• Information shown

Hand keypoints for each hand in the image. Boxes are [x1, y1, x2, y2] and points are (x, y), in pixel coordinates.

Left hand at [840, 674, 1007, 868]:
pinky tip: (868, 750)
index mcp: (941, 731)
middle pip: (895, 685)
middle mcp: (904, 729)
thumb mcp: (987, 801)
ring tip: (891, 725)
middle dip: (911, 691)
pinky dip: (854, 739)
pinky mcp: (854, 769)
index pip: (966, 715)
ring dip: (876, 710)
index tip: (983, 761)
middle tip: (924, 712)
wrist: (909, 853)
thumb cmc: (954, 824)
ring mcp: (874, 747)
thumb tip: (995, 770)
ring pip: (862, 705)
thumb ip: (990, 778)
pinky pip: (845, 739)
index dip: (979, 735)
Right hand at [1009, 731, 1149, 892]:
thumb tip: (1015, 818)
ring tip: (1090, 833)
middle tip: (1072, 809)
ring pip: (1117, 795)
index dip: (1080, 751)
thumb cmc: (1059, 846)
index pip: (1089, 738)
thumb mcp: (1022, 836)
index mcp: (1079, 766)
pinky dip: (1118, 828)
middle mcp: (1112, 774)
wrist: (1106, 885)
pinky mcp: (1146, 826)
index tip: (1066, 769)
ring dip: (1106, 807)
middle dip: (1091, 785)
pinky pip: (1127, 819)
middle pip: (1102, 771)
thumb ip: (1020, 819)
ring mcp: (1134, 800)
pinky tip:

• What you need to do
Print all the lines exactly as they occur in the listing.

• Response area
Hand keypoints for each hand in the image. Boxes are [x1, y1, x2, y2] and points are (x, y), in pixel coordinates.

Left hand at [840, 674, 1007, 868]:
pinky tip: (868, 750)
index mcp: (941, 731)
middle pip: (895, 685)
middle mcp: (904, 729)
thumb mcp: (987, 801)
ring tip: (891, 725)
middle dip: (911, 691)
pinky dip: (854, 739)
pinky mcp: (854, 769)
index pip: (966, 715)
ring dip: (876, 710)
index tip: (983, 761)
middle tip: (924, 712)
wrist: (909, 853)
thumb cmc: (954, 824)
ring mcp: (874, 747)
thumb tip: (995, 770)
ring pip: (862, 705)
thumb ip: (990, 778)
pinky pip: (845, 739)
index dip: (979, 735)
Right hand at [1009, 731, 1149, 892]:
thumb tip: (1015, 818)
ring tip: (1090, 833)
middle tip: (1072, 809)
ring pip: (1117, 795)
index dip: (1080, 751)
thumb cmc: (1059, 846)
index pip: (1089, 738)
thumb mcp: (1022, 836)
index mcp: (1079, 766)
pinky dip: (1118, 828)
middle mcp: (1112, 774)
wrist: (1106, 885)
pinky mcp: (1146, 826)
index tip: (1066, 769)
ring dip: (1106, 807)
middle dip: (1091, 785)
pinky pip: (1127, 819)
middle pip: (1102, 771)
thumb ip: (1020, 819)
ring mcp: (1134, 800)
pinky tip:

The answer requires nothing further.